Here are some excerpts The Hollywood Gossip would love to read …

  • A key to raising a famous daughter is to replace breast milk with coffee. The instant addiction to caffeine will result in future, 1 am Starbucks runs that can be caught by paparazzi. Cha. Ching.
  • When Britney signed with Jive Records, I rewarded myself for all my hard work by signing the lease on a Range Rover.
  • Note to mothers whose untalented, teen daughters can only make news by getting pregnant: a thumb tack to a condom works every time!

  • I don’t understand why people struggle coming up with baby names. You have a name, right? Your husband has a name? Voila!
  • Justin Timberlake seemed more interested in a legitimate music career than getting wasted ay Hyde every night.
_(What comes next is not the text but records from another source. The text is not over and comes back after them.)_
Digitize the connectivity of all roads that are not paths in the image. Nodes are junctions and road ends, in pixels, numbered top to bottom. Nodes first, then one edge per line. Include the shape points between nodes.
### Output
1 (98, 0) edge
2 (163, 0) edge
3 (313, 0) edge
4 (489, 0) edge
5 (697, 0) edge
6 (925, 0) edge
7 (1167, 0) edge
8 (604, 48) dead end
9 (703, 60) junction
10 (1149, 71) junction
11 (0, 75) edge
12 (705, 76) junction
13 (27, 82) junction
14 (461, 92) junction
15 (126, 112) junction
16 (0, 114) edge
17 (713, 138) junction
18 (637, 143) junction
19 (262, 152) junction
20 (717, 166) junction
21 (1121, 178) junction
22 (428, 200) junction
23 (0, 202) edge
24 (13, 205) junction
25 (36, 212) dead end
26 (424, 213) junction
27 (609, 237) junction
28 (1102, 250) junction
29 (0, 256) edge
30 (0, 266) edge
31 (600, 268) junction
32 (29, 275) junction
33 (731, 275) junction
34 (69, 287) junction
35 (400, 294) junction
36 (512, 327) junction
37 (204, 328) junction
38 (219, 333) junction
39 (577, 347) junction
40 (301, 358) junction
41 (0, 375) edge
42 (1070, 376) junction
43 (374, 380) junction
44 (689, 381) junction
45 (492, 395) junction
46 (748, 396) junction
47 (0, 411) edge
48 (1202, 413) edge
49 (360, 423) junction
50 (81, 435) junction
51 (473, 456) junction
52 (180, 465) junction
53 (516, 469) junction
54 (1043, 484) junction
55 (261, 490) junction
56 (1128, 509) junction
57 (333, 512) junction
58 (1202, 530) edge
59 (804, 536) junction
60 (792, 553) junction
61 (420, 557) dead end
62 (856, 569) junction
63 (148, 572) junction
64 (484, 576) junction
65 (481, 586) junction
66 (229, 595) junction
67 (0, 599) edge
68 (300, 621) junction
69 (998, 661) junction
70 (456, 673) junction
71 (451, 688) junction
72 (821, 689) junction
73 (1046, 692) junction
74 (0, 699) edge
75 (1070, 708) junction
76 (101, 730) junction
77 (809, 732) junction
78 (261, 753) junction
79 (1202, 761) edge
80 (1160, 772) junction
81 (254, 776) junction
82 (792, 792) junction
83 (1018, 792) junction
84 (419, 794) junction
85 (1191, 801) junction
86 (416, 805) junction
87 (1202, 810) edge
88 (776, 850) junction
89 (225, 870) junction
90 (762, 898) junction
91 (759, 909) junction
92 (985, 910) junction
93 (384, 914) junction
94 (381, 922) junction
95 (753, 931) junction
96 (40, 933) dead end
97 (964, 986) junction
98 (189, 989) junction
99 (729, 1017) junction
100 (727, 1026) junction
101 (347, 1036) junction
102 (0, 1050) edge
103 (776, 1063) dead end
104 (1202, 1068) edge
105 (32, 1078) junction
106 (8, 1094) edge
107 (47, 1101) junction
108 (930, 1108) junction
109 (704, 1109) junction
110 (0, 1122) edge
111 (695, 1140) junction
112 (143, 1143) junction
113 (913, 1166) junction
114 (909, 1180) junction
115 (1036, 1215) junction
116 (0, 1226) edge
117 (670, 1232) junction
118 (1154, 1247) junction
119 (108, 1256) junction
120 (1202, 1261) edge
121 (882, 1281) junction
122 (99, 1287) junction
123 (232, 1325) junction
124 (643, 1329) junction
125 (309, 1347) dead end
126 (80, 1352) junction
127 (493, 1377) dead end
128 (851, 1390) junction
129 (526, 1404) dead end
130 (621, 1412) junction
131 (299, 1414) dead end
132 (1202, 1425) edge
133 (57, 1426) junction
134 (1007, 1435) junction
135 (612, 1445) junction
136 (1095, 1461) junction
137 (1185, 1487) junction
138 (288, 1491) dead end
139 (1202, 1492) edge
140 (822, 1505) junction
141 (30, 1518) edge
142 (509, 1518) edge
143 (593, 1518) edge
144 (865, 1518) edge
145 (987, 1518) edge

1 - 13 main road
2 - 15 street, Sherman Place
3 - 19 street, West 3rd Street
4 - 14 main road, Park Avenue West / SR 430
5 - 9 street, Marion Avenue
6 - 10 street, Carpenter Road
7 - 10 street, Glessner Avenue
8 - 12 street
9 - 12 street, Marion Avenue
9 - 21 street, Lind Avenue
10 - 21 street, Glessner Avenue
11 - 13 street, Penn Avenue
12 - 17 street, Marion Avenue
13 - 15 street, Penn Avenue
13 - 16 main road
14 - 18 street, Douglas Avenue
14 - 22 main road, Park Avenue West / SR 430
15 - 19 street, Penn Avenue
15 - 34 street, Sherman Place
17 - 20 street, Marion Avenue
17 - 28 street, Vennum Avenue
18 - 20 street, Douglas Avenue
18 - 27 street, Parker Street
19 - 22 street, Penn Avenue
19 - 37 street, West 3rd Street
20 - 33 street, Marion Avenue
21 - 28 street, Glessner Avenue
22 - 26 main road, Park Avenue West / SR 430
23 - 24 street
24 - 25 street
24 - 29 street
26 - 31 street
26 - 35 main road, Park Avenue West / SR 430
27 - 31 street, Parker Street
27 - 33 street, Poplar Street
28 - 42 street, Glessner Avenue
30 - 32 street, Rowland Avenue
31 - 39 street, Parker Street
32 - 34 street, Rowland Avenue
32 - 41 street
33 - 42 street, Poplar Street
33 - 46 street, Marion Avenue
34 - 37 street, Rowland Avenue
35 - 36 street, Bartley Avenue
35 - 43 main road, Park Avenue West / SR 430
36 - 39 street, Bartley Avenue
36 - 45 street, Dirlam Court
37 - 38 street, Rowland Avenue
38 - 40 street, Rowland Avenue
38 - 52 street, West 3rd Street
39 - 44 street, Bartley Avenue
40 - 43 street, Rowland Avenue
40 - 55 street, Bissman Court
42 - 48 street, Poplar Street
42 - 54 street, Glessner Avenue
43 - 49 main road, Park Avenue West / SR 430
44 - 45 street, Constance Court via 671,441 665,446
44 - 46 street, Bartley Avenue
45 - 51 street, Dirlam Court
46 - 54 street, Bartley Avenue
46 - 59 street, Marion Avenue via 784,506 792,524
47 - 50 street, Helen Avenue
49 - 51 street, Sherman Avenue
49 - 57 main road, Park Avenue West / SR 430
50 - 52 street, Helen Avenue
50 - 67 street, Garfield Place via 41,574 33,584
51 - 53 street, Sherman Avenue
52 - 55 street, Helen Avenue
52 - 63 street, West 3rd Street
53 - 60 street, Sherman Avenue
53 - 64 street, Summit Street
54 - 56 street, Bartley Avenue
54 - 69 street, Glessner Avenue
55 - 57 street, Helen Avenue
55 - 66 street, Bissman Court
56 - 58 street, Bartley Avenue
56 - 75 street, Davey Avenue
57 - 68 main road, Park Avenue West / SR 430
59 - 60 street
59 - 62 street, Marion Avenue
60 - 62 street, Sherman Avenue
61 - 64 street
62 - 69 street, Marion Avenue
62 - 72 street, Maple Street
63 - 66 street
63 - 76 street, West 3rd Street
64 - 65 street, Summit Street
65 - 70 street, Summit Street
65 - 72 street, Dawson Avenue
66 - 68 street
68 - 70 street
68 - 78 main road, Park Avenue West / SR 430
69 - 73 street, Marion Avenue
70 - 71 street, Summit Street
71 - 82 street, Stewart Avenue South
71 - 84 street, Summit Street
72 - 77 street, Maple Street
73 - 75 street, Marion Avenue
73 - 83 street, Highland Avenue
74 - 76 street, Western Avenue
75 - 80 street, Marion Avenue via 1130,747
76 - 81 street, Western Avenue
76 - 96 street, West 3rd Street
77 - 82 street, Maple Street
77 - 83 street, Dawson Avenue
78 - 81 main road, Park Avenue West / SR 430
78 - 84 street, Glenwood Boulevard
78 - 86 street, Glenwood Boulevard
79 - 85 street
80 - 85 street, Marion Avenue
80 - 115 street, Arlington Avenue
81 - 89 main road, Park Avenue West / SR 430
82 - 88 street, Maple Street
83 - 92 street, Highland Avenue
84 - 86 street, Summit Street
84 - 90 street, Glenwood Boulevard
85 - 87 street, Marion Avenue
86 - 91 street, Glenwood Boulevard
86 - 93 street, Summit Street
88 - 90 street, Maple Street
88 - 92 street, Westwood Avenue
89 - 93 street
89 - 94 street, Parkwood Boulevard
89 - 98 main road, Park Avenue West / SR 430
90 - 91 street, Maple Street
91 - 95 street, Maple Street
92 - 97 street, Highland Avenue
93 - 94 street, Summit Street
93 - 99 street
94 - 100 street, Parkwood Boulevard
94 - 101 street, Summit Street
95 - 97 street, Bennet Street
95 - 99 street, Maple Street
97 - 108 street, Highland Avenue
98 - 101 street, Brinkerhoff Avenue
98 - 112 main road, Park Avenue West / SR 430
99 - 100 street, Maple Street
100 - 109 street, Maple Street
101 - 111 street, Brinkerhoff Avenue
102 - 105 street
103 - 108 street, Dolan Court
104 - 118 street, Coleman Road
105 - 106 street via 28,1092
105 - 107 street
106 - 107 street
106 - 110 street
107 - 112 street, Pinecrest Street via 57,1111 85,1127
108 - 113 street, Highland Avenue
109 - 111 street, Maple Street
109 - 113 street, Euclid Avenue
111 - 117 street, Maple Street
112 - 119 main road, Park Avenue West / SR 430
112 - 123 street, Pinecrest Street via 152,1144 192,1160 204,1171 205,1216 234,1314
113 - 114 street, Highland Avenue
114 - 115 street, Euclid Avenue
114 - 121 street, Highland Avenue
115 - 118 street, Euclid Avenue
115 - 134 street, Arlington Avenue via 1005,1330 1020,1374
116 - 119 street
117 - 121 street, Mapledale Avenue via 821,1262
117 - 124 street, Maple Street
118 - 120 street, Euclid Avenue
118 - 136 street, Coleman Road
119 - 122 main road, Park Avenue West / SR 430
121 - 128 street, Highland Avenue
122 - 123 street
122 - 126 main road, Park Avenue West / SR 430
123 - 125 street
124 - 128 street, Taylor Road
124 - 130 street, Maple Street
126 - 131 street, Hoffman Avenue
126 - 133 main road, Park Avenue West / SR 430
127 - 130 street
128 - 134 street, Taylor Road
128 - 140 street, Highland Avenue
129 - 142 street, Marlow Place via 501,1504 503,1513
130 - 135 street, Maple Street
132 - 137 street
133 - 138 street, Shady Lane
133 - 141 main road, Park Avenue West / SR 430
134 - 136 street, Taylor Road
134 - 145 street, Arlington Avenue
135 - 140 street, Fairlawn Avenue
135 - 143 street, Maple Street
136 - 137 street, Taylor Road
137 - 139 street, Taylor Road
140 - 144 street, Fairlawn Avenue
Naturally, he had to go.
  • Early on, I learned that Britney and Jamie Lynn will say okay to anything if you push them hard enough… and that OK! will pay for the story.
 
  • They say that people can’t be trusted; but I’ve learned that People will shell out big bucks for crotch shots of my daughter.
  • Always keep In Touch…’s phone number by your bed. You never know when you need to alert them to your child’s drunken whereabouts.
  • If Britney got tired in the studio, I’d remind her that no one ever bought their mom three mansions working a 9-to-5 job.
  • I haven’t seen Bryan commenting on the lives of his sisters in public in months. Where did I go wrong with that boy??
  • Never lose touch with your small-town roots. But flaunting your newfound wealth around said small town never hurt anybody.
  • They say that a picture is worth a thousand words. But what are a thousand words about my daughter’s naked pictures worth? Think about it.
  • I don’t see what the big deal was over O.J. Simpson’s book If I Did It. Shouldn’t the murderer profit from his own work? It would be akin to Britney not receiving any royalties from Oops, I Did It Again.
  • Part of me felt Sam Lutfi was bad news, but he did such a great job of keeping Britney in the news, so I came to terms with it.
  • On one hand, Adnan Ghalib looked like a terrorist. On the other hand, his continual talk of a sex tape with Britney kept the money flowing.
  • Jayden James and Sean Preston are so cute – and just imagine when they grow old enough to give interviews to celebrity gossip magazines!
  • Britney needed to let loose and go have some fun after splitting with Kevin. Who better to welcome her back to the club scene than Lindsay Lohan and Paris Hilton? P.S. Dina is the best!